A Saudi-led coalition joint force will monitor a ceasefire between separatists, backed by UAE, and the Hadi administration in Abyan province, where fighting has raged over the past six months.
The Saudi-led coalition fighting in Yemen has said it deployed troops in the province of Abyan to monitor a ceasefire between the internationally recognised government and the southern separatists.
Yemen’s Saudi-backed government and the United Arab Emirates-backed Southern Transitional Council (STC) have agreed on a ceasefire and they will begin talks in Saudi Arabia on implementing a peace deal, the coalition said earlier this week.
The government, based in the southern port of Aden, and the separatists are nominal allies in the Saudi-led coalition, which has been at war against the Iran-aligned Houthis that have controlled north Yemen since 2014.
Split in Saudi-led coalition
However, the STC declared self-rule in April, and the two sides have been fighting in Aden and other southern regions, complicating UN efforts to forge a permanent ceasefire to the overall conflict.
As part of the deal, a coalition's joint force will deploy to monitor the ceasefire in Abyan province where the fighting has raged over the past six months, along with the neighbouring oil-producing region of Shabwa.
Troops from the joint force arrived on Wednesday in Abyan, the Saudi-owned TV channel Al Arabiya reported, adding that both sides are committed to the ceasefire.

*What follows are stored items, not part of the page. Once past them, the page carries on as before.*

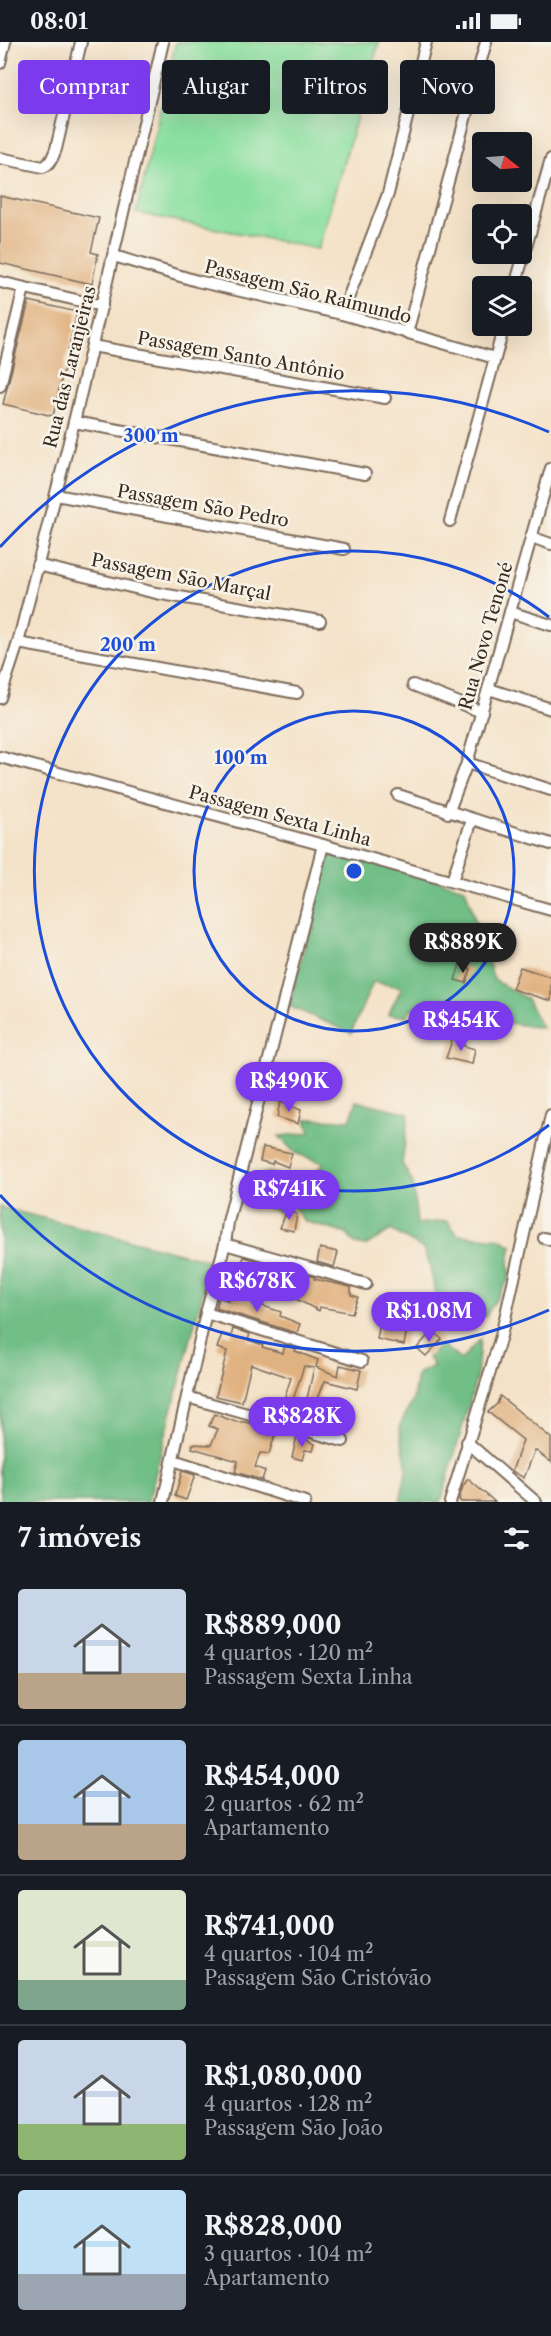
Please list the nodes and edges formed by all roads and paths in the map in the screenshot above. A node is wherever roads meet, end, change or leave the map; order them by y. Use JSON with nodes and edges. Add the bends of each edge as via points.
{"nodes":[{"id":1,"x":5,"y":42,"type":"edge"},
{"id":2,"x":81,"y":42,"type":"edge"},
{"id":3,"x":163,"y":42,"type":"edge"},
{"id":4,"x":426,"y":42,"type":"edge"},
{"id":5,"x":486,"y":42,"type":"edge"},
{"id":6,"x":0,"y":63,"type":"edge"},
{"id":7,"x":0,"y":158,"type":"edge"},
{"id":8,"x":551,"y":159,"type":"edge"},
{"id":9,"x":114,"y":256,"type":"junction"},
{"id":10,"x":518,"y":276,"type":"edge"},
{"id":11,"x":0,"y":282,"type":"edge"},
{"id":12,"x":24,"y":288,"type":"junction"},
{"id":13,"x":102,"y":306,"type":"junction"},
{"id":14,"x":342,"y":314,"type":"junction"},
{"id":15,"x":407,"y":333,"type":"junction"},
{"id":16,"x":501,"y":336,"type":"edge"},
{"id":17,"x":92,"y":346,"type":"junction"},
{"id":18,"x":495,"y":358,"type":"junction"},
{"id":19,"x":0,"y":386,"type":"edge"},
{"id":20,"x":385,"y":398,"type":"dead end"},
{"id":21,"x":74,"y":422,"type":"junction"},
{"id":22,"x":551,"y":468,"type":"edge"},
{"id":23,"x":365,"y":474,"type":"dead end"},
{"id":24,"x":56,"y":495,"type":"junction"},
{"id":25,"x":450,"y":521,"type":"dead end"},
{"id":26,"x":531,"y":537,"type":"junction"},
{"id":27,"x":551,"y":544,"type":"edge"},
{"id":28,"x":344,"y":549,"type":"dead end"},
{"id":29,"x":37,"y":565,"type":"junction"},
{"id":30,"x":510,"y":612,"type":"junction"},
{"id":31,"x":320,"y":621,"type":"dead end"},
{"id":32,"x":551,"y":625,"type":"edge"},
{"id":33,"x":18,"y":643,"type":"junction"},
{"id":34,"x":413,"y":685,"type":"dead end"},
{"id":35,"x":489,"y":689,"type":"junction"},
{"id":36,"x":297,"y":693,"type":"dead end"},
{"id":37,"x":0,"y":698,"type":"edge"},
{"id":38,"x":551,"y":709,"type":"edge"},
{"id":39,"x":482,"y":712,"type":"junction"},
{"id":40,"x":0,"y":757,"type":"edge"},
{"id":41,"x":467,"y":763,"type":"junction"},
{"id":42,"x":551,"y":790,"type":"edge"},
{"id":43,"x":398,"y":795,"type":"dead end"},
{"id":44,"x":448,"y":813,"type":"junction"},
{"id":45,"x":472,"y":820,"type":"junction"},
{"id":46,"x":551,"y":844,"type":"edge"},
{"id":47,"x":323,"y":845,"type":"junction"},
{"id":48,"x":452,"y":881,"type":"junction"},
{"id":49,"x":551,"y":910,"type":"edge"},
{"id":50,"x":551,"y":1115,"type":"edge"},
{"id":51,"x":225,"y":1244,"type":"junction"},
{"id":52,"x":366,"y":1284,"type":"dead end"},
{"id":53,"x":206,"y":1313,"type":"junction"},
{"id":54,"x":362,"y":1361,"type":"dead end"},
{"id":55,"x":187,"y":1397,"type":"junction"},
{"id":56,"x":343,"y":1441,"type":"dead end"},
{"id":57,"x":467,"y":1442,"type":"junction"},
{"id":58,"x":173,"y":1460,"type":"junction"},
{"id":59,"x":452,"y":1500,"type":"edge"},
{"id":60,"x":163,"y":1502,"type":"edge"},
{"id":61,"x":305,"y":1502,"type":"edge"},
{"id":62,"x":536,"y":1502,"type":"edge"}],
"edges":[{"from":1,"to":6,"type":"street"},
{"from":2,"to":7,"type":"street","via":[[52,159],[43,167]]},
{"from":3,"to":9,"type":"street","name":"Rua das Laranjeiras"},
{"from":4,"to":14,"type":"street","via":[[388,194]]},
{"from":5,"to":15,"type":"street"},
{"from":8,"to":10,"type":"street"},
{"from":9,"to":13,"type":"street","name":"Rua das Laranjeiras"},
{"from":9,"to":14,"type":"street","name":"Passagem São Raimundo","via":[[197,281]]},
{"from":11,"to":12,"type":"street"},
{"from":12,"to":13,"type":"street"},
{"from":12,"to":19,"type":"street"},
{"from":13,"to":17,"type":"street","name":"Rua das Laranjeiras"},
{"from":14,"to":15,"type":"street","name":"Passagem São Raimundo"},
{"from":15,"to":18,"type":"street","name":"Passagem São Raimundo"},
{"from":16,"to":18,"type":"street"},
{"from":17,"to":20,"type":"street","name":"Passagem Santo Antônio"},
{"from":17,"to":21,"type":"street","name":"Rua das Laranjeiras"},
{"from":18,"to":25,"type":"street"},
{"from":21,"to":23,"type":"street"},
{"from":21,"to":24,"type":"street","name":"Rua das Laranjeiras"},
{"from":22,"to":26,"type":"street","name":"Rua Novo Tenoné"},
{"from":24,"to":28,"type":"street","name":"Passagem São Pedro"},
{"from":24,"to":29,"type":"street","name":"Rua das Laranjeiras"},
{"from":26,"to":27,"type":"street"},
{"from":26,"to":30,"type":"street","name":"Rua Novo Tenoné"},
{"from":29,"to":31,"type":"street","name":"Passagem São Marçal","via":[[156,592]]},
{"from":29,"to":33,"type":"street","name":"Rua das Laranjeiras"},
{"from":30,"to":32,"type":"street"},
{"from":30,"to":35,"type":"street","name":"Rua Novo Tenoné"},
{"from":33,"to":36,"type":"street"},
{"from":33,"to":37,"type":"street","name":"Rua das Laranjeiras"},
{"from":34,"to":39,"type":"street"},
{"from":35,"to":38,"type":"street"},
{"from":35,"to":39,"type":"street","name":"Rua Novo Tenoné"},
{"from":39,"to":41,"type":"street","name":"Rua Novo Tenoné"},
{"from":40,"to":47,"type":"street","name":"Passagem Sexta Linha"},
{"from":41,"to":42,"type":"street"},
{"from":41,"to":44,"type":"street","name":"Rua Novo Tenoné"},
{"from":43,"to":44,"type":"street"},
{"from":44,"to":45,"type":"street"},
{"from":45,"to":46,"type":"street"},
{"from":45,"to":48,"type":"street"},
{"from":47,"to":48,"type":"street","name":"Passagem Sexta Linha"},
{"from":47,"to":51,"type":"street"},
{"from":48,"to":49,"type":"street","name":"Passagem Sexta Linha"},
{"from":50,"to":57,"type":"street","via":[[501,1336]]},
{"from":51,"to":52,"type":"street"},
{"from":51,"to":53,"type":"street"},
{"from":53,"to":54,"type":"street"},
{"from":53,"to":55,"type":"street"},
{"from":55,"to":56,"type":"street"},
{"from":55,"to":58,"type":"street"},
{"from":57,"to":59,"type":"street"},
{"from":57,"to":62,"type":"street"},
{"from":58,"to":60,"type":"street"},
{"from":58,"to":61,"type":"street"}]}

Saudi Arabia is trying to reunite its coalition's factions as violence escalates in the north of the country, with the Houthi group firing ballistic missiles on Riyadh for the first time since the Covid-19 unilateral truce ended last month.
Tensions escalated between the STC and the government of Abd Rabbu Mansour Hadi since last week when the separatists seized control of Socotra, a Yemeni island in the Arabian Sea, deposing its governor and driving out forces of the government.
UN chief urges pressure to bring Yemen's parties to talks
The UN chief called for more pressure to be applied to Yemen's warring parties to come together to arrange a ceasefire in the war that has cost more than 10,000 lives and displaced 2 million people in the world's worst humanitarian disaster.
Yemeni people are “suffering terribly” and Covid-19 is worsening their situation, Secretary General Antonio Guterres said on Tuesday in an interview with The Associated Press.
He spoke before a closed briefing to the UN Security Council by UN special envoy to Yemen, Martin Griffiths, on Wednesday afternoon.
Guterres said the UN has been working to bring the parties together and has been promoting “confidence-building measures, namely in relation to the use of the airport, the harbours, the payment of salaries and at the same time the beginning of a political process.”
“I’m still confident that that is possible," the secretary-general said, “and we need to put all pressure on the parties to the conflict and all relevant actors in order to make sure that the intense discussions that we have had in this regard lead to a positive outcome.”
In addition to the ongoing war, Yemen is also facing a dire humanitarian crisis.
A UN humanitarian appeal for Yemen this month fell $1 billion short of what aid agencies needed.
Some 75 percent of UN programmes for the country, covering essentially every sector, from food to health care and nutrition, have shut their doors or reduced operations. The World Food Program had to cut rations in half and UN-funded health services were reduced in nearly 200 hospitals nationwide.